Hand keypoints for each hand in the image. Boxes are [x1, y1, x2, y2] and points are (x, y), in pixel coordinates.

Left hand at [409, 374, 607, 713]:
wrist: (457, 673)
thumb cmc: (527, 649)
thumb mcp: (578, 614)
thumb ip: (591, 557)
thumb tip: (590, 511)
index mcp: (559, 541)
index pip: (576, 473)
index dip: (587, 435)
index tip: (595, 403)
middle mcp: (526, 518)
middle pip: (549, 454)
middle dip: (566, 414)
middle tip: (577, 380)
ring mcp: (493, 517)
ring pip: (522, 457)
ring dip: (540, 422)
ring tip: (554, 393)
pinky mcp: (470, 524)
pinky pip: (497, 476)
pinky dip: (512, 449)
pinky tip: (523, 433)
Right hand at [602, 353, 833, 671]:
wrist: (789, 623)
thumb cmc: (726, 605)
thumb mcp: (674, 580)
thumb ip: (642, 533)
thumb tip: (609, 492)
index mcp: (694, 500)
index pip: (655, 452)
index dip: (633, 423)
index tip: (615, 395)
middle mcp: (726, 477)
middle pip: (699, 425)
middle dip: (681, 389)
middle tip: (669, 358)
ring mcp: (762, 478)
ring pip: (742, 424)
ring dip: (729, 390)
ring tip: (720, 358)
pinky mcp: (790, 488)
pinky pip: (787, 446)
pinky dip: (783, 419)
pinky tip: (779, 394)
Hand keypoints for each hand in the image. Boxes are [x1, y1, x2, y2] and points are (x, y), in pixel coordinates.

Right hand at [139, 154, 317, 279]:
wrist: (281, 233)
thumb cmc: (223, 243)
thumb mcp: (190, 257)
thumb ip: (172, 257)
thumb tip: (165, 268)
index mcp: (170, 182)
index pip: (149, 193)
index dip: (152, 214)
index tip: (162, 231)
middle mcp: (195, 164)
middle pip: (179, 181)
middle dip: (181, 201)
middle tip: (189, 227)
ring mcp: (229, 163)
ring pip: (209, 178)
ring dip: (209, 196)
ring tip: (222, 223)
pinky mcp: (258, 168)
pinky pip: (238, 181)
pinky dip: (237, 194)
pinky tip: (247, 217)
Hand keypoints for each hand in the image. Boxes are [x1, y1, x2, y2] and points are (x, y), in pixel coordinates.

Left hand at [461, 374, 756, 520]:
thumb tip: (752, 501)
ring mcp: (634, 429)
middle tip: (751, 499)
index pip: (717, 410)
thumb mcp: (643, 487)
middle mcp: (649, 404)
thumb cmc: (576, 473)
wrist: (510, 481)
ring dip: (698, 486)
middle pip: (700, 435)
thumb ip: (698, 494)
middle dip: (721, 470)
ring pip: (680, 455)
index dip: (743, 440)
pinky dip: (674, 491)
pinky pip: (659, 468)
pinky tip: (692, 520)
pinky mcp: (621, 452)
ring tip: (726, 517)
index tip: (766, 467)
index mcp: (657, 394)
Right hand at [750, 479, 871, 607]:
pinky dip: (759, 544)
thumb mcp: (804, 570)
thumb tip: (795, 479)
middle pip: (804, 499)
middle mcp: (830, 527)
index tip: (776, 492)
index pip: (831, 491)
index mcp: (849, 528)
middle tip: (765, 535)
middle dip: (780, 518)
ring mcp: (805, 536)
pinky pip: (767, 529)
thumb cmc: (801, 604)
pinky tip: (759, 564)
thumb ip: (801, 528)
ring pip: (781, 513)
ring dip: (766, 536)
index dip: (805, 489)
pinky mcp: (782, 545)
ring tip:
****
Exercise details
Copy exactly, with no other lines, the stretch of the material that begins at the line containing "index mcp: (849, 528)" and ends at its last line.

Exercise output
index mcp: (849, 528)
middle tip: (765, 535)
middle dip: (780, 518)
ring mcp: (805, 536)
pinky pip: (767, 529)
thumb cmc: (801, 604)
pinky tip: (759, 564)
thumb ip: (801, 528)
ring pip: (781, 513)
ring dip: (766, 536)
index dip: (805, 489)
pinky mcp: (782, 545)
ring tip:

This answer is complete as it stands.